• [Exercise description] Omit every picture, and retype the lines that run from the beginning of the data below through the line containing "position:absolute; right:12px; top:12px;", inclusive.

[Extracted data entries]
"""

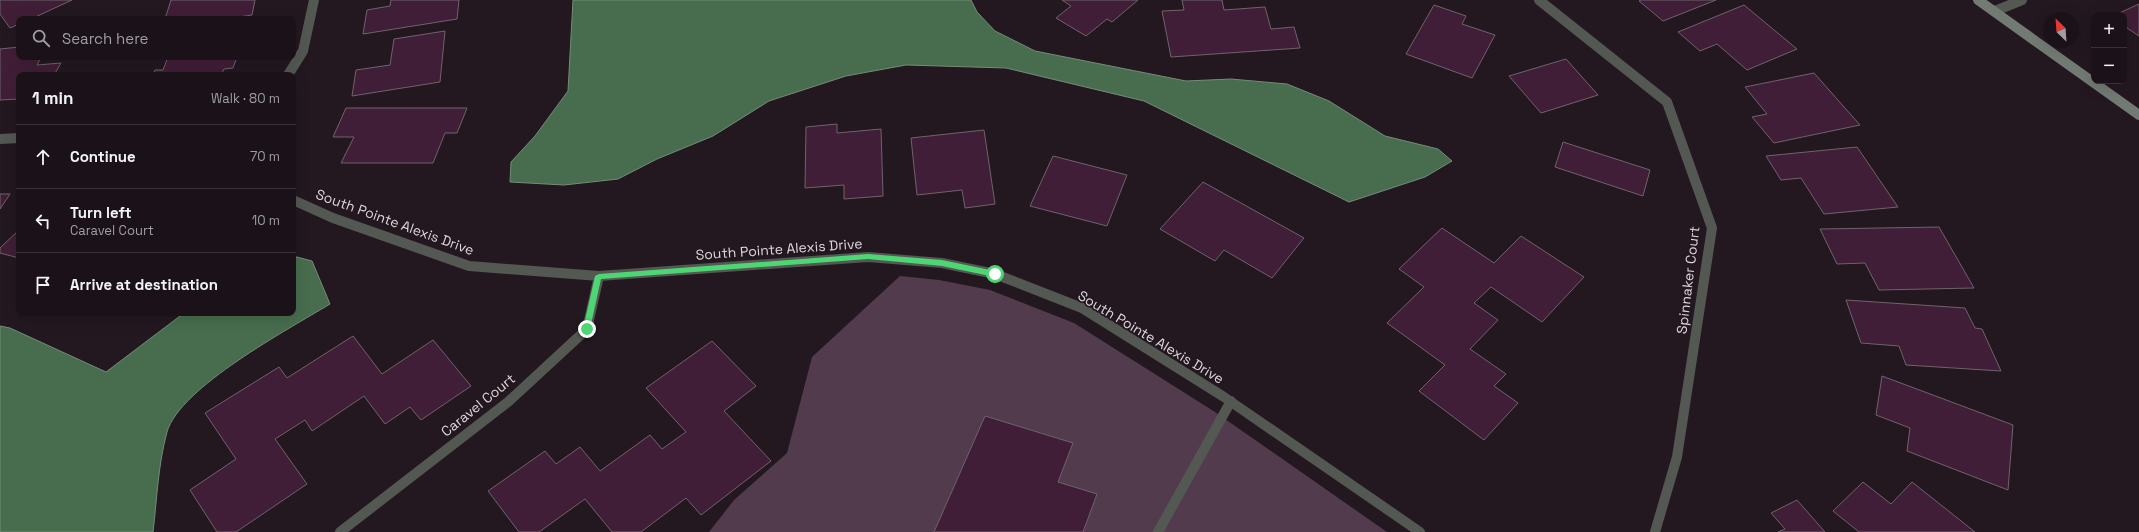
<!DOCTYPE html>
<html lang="en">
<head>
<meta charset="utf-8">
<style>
  :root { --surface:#1a1218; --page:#231b21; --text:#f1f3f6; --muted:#9f9ea2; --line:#383237 }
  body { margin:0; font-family:"Space Grotesk",sans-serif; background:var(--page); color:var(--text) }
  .controls { position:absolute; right:12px; top:12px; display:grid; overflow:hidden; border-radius:8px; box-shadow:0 4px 16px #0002 }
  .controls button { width:36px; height:36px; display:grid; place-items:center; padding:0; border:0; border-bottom:1px solid var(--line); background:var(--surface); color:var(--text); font:20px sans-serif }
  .compass { position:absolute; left:2043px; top:12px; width:36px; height:36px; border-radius:50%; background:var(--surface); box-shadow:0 4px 16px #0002; rotate:335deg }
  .stop { position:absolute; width:12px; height:12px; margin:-9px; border:3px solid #4ed675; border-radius:50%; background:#fff }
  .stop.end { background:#4ed675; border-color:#fff; box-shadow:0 1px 4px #0008 }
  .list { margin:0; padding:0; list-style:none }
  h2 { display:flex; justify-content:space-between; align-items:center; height:52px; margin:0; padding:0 16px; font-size:17px }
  h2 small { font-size:13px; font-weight:400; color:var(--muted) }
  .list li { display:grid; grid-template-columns:26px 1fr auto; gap:12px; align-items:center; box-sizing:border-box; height:64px; padding:0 16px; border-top:1px solid var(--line) }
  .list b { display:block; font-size:15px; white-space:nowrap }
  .list p { margin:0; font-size:13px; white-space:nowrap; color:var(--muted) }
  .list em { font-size:13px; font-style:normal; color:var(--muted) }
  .icon { flex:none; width:22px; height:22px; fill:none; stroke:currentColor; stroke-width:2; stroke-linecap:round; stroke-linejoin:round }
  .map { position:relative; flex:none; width:2139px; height:532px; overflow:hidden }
  .search { position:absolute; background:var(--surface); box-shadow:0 4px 16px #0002; left:16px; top:16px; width:280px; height:44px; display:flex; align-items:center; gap:10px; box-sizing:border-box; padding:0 14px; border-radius:8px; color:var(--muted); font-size:15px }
  .panel { position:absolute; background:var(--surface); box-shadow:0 4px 16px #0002; left:16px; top:72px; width:280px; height:244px; border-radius:8px }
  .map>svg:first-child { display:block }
  .green { fill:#523b4c }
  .water { fill:#476d4e; stroke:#748c78 }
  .building { fill:#401e37; stroke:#6f636b }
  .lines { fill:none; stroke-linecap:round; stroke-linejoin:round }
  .lane { stroke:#535853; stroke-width:10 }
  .street { stroke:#535853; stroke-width:10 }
  .secondary { stroke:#717a73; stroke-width:10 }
  .route { fill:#4ed675 }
  .labels { text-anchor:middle; stroke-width:3.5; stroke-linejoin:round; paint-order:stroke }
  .street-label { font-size:14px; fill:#ddd6db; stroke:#231820 }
</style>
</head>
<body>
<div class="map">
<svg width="2139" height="532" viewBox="0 0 2139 532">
  <rect width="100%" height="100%" fill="#231820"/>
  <path class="green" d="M900,276L939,280L990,290L1074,323L1215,412L1387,532H709L734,500L787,453L812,357Z"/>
  <path class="water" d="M573,0H971L977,12L995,31L1035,51L1186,81L1231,79L1287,84L1329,101L1385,136L1438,149L1452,161L1425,177L1349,202L1144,101L1006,68L906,65L846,76L769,101L713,136L657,159L618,179L564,185L510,182L511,162L535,136L568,91Z
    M293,256L312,261L330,304C289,329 180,387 167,432C158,465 157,499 153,532H0V326L10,328L106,372L184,313H293Z"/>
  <path class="building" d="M0,0H72L31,19H19V24L10,28L0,14Z
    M171,0H255L252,15L225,19H165Z
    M391,0H459L457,19L363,34L367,10L390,6Z
    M1062,0H1138L1112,22L1107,19L1086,36L1056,18L1071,6Z
    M1182,0H1222L1224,10L1265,7L1271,29L1294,27L1300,48L1171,57L1162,11L1184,10Z
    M1641,0H1716L1663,21L1639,1Z
    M2139,4V36L2124,26V15H2115Z
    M1434,5L1466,16L1462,24L1495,35L1472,78L1406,54Z
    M1744,5L1797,49L1747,70L1717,44L1700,51L1678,32Z
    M445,31L440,82L352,96L356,70L390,65L394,39Z
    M19,47V57H41L37,65L61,63L54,75H19V99L0,100V49Z
    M168,57H237L233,68L224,69L221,75H153L155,70H163Z
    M1566,59L1598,95L1541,113L1509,76Z
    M1814,73L1860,125L1774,143L1752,117L1767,114L1745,87Z
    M346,108H467L457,133H445L433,163H341L354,137H333Z
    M837,124V133L881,129L883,196L844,199V185L805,188L806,127Z
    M984,130L995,204L965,208L962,190L917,195L911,138Z
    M1563,142L1650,170L1643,196L1555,167Z
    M1857,147L1898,207L1824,214L1801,178L1781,180L1766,156Z
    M1053,156L1127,175L1107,226L1030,206Z
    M1203,182L1304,238L1272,278L1224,250L1215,261L1160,229Z
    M0,194H10L0,209Z
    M1939,227L1974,288L1879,290L1865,263L1837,264L1820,229Z
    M1442,228L1494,263L1521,236L1584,277L1542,322L1491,287L1474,303L1498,320L1470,349L1506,374L1494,386L1518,403L1484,440L1419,391L1445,365L1387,323L1424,287L1399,269Z
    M19,230V258L0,253V248Z
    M1846,300L1965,308L1975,328L1982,329L2001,371L1906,365L1899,346L1861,343Z
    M353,336L382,374L433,340L471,386L421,420L410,407L385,424L364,396L312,431L305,420L275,439L307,484L236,532H217L190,490L236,459L205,413L279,367L287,378Z
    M712,341L756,386L724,411L771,461L701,515L686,498L641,532H612L585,499L539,532H519L488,491L545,451L556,464L580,447L600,471L650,435L662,449L686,432L646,388Z
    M1882,376L2013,425L2008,490L1907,451L1910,428L1876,415Z
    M985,416L1073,443L1058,482L1097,494L1083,532H934Z
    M1863,482L1891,504L1912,482L1975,532H1859L1833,511Z
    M1797,500L1825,532H1778L1785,529L1771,513Z"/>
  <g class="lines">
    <path class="lane" d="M1158,532L1231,401"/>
    <path class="street" d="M1539,0L1667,102L1712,228L1677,457L1655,532
      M1995,11L2022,0
      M288,75L303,51L314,0
      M0,139L19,138
      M293,200L333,218L469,266L599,276L868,257L942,263L995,274L1082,308L1224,397L1420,532
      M340,532L508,402L587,329L599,276"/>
    <path class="secondary" d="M1978,0L2139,115"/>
  </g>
  <path class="route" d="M868,254L942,260L995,271L998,274L995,277L942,266L868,259L601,279L590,329L587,332L583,329L595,276L599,274Z"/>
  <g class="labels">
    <g class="street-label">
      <text transform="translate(395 222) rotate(20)" y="5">South Pointe Alexis Drive</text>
      <text transform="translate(779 249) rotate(-4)" y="5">South Pointe Alexis Drive</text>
      <text transform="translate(1688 280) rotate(-83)" y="5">Spinnaker Court</text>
      <text transform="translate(1151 337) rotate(31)" y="5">South Pointe Alexis Drive</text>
      <text transform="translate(478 405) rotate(-39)" y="5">Caravel Court</text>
    </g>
  </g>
</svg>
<div class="controls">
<button>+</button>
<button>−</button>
</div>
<svg class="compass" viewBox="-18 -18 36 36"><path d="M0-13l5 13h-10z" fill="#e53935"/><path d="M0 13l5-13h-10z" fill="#9f9ea2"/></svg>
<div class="stop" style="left:995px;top:274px"></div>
<div class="stop end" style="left:587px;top:329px"></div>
<div class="search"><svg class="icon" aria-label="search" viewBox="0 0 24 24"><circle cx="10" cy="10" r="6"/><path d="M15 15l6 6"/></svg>Search here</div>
<section class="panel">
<h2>1 min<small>Walk · 80 m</small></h2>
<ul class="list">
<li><svg class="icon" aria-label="ahead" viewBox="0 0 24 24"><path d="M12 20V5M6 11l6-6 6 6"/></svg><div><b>Continue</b></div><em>70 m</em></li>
<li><svg class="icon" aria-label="left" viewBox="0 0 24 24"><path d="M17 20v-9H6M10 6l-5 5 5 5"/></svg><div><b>Turn left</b><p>Caravel Court</p></div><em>10 m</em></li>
<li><svg class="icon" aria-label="arrive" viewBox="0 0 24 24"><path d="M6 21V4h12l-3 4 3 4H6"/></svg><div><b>Arrive at destination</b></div></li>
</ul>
</section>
</div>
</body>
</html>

"""

• [Response to the exercise]
<!DOCTYPE html>
<html lang="en">
<head>
<meta charset="utf-8">
<style>
  :root { --surface:#1a1218; --page:#231b21; --text:#f1f3f6; --muted:#9f9ea2; --line:#383237 }
  body { margin:0; font-family:"Space Grotesk",sans-serif; background:var(--page); color:var(--text) }
  .controls { position:absolute; right:12px; top:12px; display:grid; overflow:hidden; border-radius:8px; box-shadow:0 4px 16px #0002 }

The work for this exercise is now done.